* [What needs to be done] Among the lines below, how many have the word "wrist"? The reply is that number alone.

* [Input data]
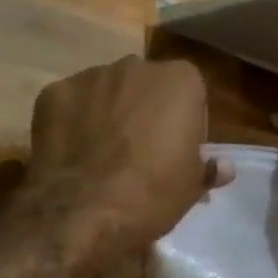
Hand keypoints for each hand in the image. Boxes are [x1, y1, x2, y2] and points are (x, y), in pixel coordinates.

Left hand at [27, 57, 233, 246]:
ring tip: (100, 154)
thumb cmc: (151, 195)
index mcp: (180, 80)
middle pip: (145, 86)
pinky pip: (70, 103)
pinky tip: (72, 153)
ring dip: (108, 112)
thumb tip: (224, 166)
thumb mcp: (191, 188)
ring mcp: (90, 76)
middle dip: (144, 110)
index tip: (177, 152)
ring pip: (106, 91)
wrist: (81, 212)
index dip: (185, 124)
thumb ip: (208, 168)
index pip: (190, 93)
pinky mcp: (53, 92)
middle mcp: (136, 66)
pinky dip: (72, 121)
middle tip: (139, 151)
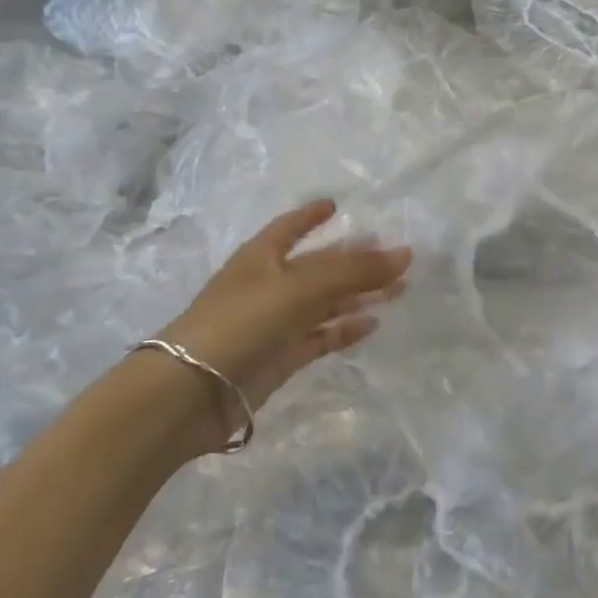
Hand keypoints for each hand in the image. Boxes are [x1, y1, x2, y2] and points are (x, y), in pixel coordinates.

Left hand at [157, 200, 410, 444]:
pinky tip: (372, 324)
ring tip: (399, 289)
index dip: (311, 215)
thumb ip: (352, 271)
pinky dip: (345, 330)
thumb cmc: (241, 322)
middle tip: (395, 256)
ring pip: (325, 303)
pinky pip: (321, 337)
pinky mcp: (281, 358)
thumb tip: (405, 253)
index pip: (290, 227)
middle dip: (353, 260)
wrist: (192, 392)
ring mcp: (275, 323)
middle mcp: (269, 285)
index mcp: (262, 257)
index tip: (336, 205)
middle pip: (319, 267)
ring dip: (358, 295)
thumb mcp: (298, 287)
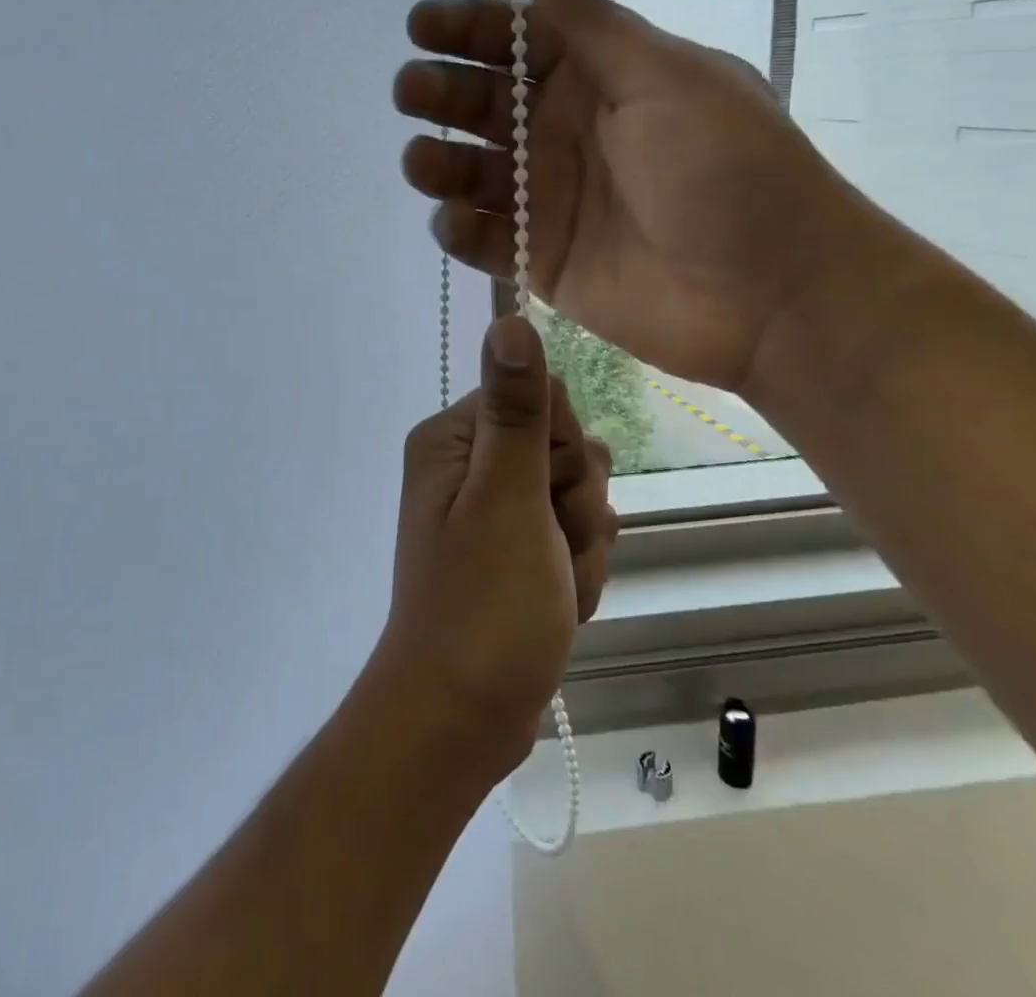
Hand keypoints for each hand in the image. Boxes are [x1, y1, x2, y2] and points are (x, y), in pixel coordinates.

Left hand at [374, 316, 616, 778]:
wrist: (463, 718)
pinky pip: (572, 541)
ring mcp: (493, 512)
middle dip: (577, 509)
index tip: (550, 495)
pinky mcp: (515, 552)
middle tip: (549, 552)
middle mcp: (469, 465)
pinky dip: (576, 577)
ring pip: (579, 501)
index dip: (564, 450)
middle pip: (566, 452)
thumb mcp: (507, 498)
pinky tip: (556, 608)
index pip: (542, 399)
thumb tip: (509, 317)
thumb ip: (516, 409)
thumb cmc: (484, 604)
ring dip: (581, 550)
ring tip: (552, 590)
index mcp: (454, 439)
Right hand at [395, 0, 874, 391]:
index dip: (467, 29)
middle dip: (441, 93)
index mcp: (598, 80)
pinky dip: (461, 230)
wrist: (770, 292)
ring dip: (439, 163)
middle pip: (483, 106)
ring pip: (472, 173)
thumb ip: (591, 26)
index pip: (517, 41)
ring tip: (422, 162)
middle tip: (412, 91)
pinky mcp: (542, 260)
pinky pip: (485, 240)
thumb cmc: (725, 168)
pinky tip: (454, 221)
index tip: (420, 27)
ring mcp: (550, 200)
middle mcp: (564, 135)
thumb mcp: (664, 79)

--

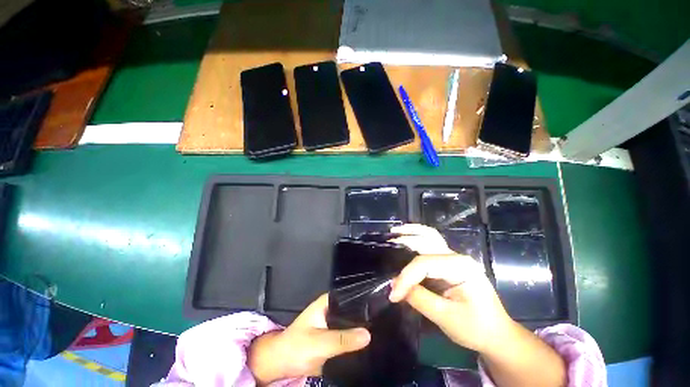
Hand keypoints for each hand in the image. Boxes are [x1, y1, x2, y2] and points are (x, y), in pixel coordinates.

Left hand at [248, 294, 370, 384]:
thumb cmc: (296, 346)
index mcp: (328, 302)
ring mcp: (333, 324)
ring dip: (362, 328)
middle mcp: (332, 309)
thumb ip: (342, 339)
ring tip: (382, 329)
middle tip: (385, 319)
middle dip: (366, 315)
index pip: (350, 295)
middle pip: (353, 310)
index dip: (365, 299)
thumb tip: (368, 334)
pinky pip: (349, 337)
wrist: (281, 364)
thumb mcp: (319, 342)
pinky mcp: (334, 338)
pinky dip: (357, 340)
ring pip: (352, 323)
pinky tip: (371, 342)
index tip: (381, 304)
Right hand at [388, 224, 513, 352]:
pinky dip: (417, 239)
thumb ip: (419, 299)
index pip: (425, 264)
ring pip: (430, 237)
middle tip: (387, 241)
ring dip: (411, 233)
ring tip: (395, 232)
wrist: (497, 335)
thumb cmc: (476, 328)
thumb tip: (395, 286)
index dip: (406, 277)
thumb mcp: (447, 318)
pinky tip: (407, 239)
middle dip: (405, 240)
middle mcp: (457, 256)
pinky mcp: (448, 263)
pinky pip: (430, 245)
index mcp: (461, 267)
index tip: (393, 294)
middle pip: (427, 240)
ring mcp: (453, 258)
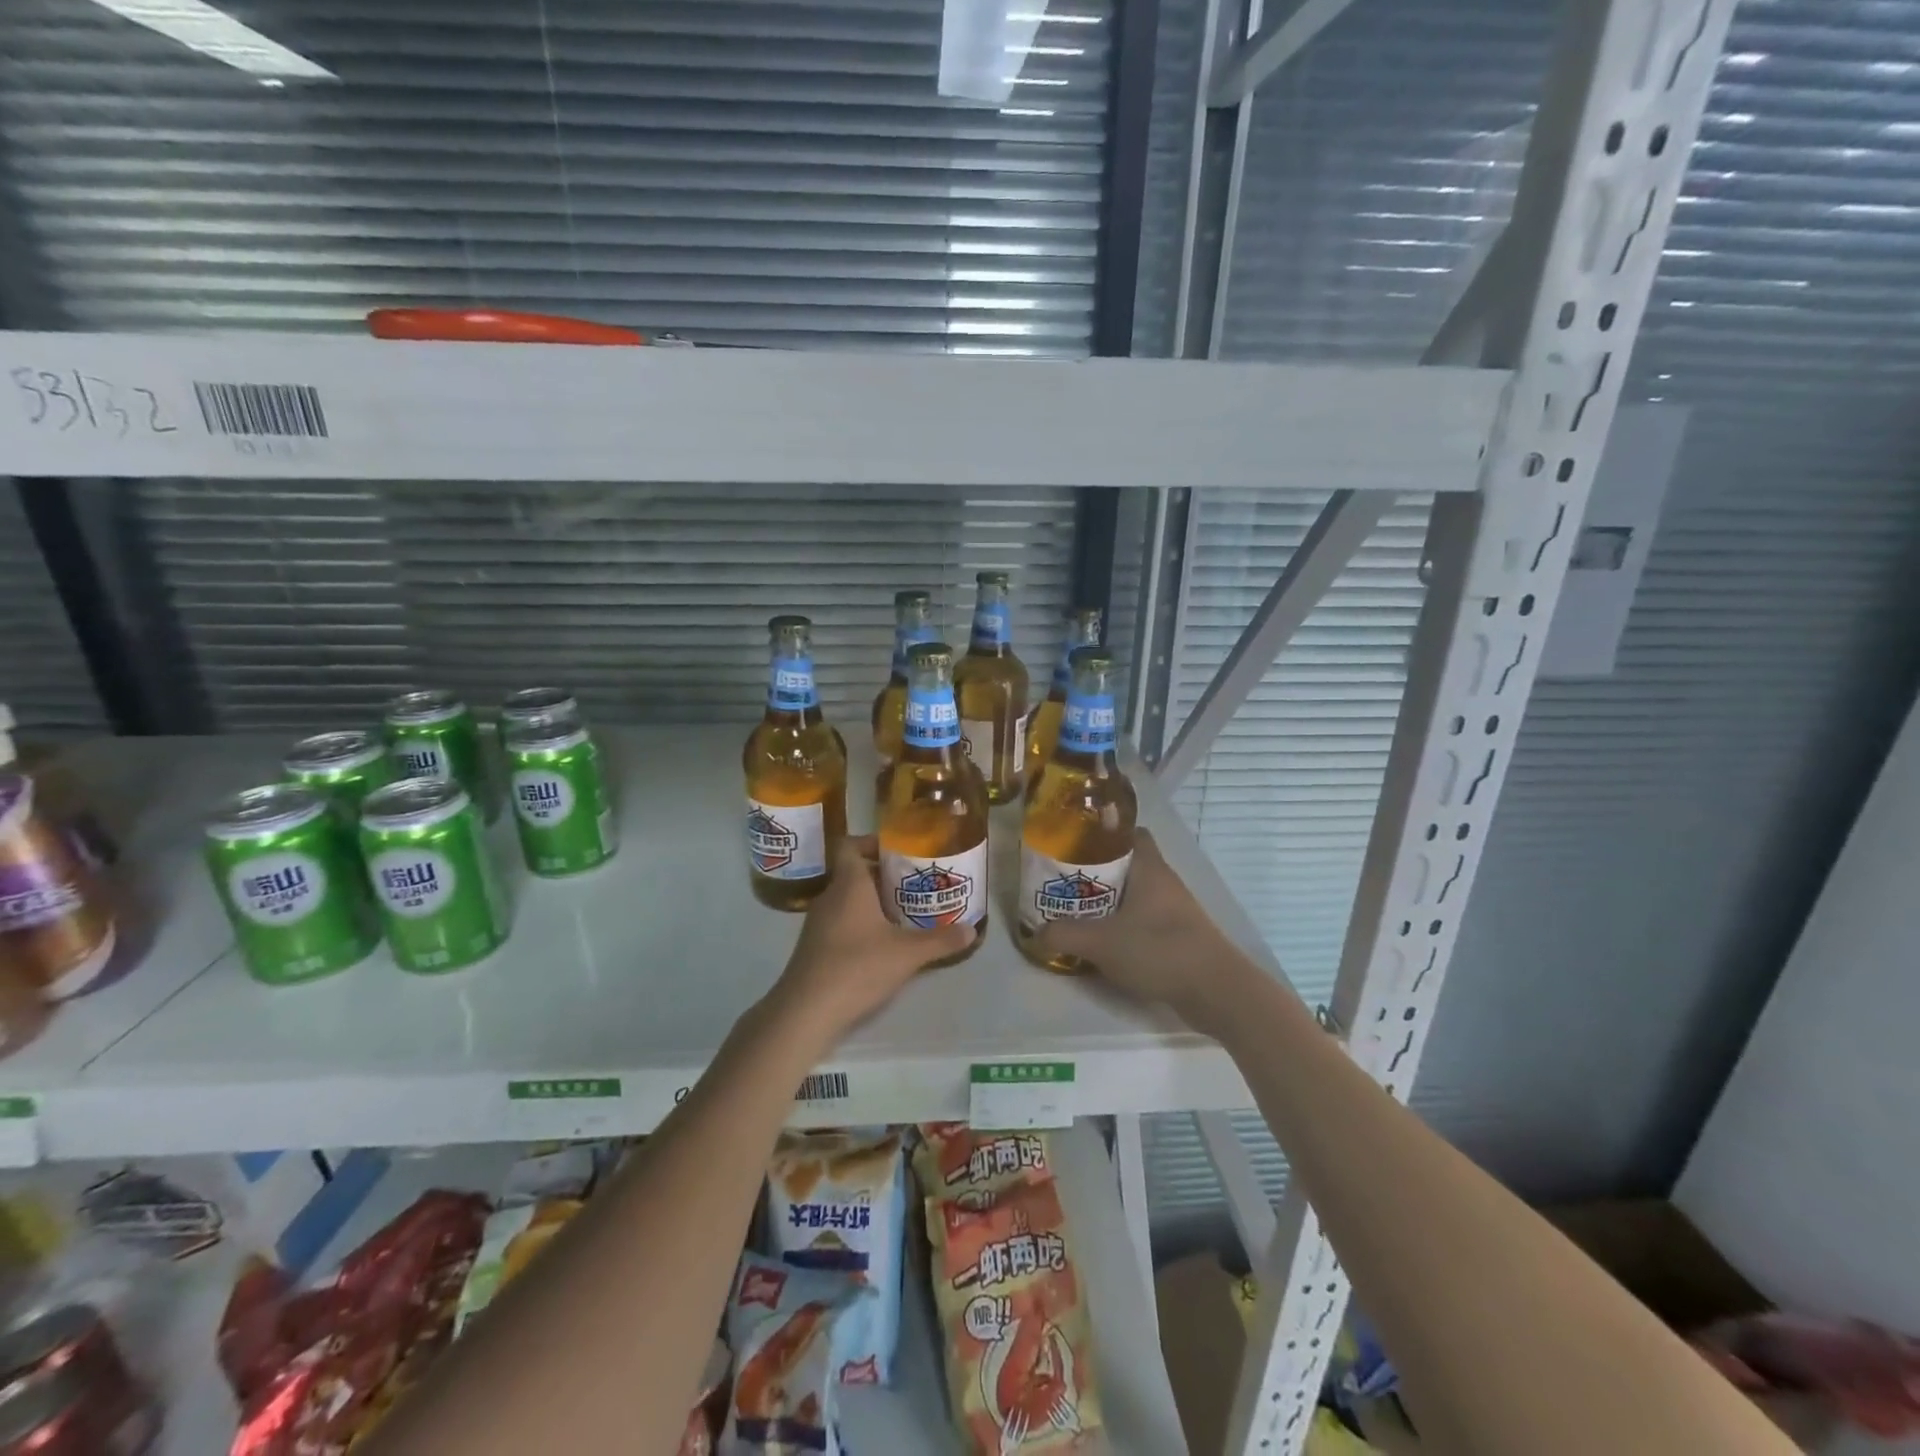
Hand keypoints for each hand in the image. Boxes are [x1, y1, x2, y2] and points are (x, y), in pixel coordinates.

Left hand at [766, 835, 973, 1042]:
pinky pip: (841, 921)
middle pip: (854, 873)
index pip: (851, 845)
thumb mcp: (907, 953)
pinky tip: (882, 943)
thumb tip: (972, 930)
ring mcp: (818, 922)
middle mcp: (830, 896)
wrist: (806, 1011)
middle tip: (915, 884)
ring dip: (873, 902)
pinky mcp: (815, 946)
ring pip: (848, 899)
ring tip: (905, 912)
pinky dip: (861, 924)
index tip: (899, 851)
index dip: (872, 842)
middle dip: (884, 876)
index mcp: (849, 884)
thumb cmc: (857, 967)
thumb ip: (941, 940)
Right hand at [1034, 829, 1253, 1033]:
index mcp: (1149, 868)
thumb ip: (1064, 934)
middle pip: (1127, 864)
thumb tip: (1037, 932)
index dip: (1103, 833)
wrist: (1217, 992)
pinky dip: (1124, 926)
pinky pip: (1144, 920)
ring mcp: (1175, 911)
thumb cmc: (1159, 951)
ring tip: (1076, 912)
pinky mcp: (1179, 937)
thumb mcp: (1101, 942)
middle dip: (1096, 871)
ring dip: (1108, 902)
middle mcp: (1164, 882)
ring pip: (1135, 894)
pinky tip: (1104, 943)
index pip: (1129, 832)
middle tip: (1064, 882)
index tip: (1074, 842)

* [Finished exercise] 8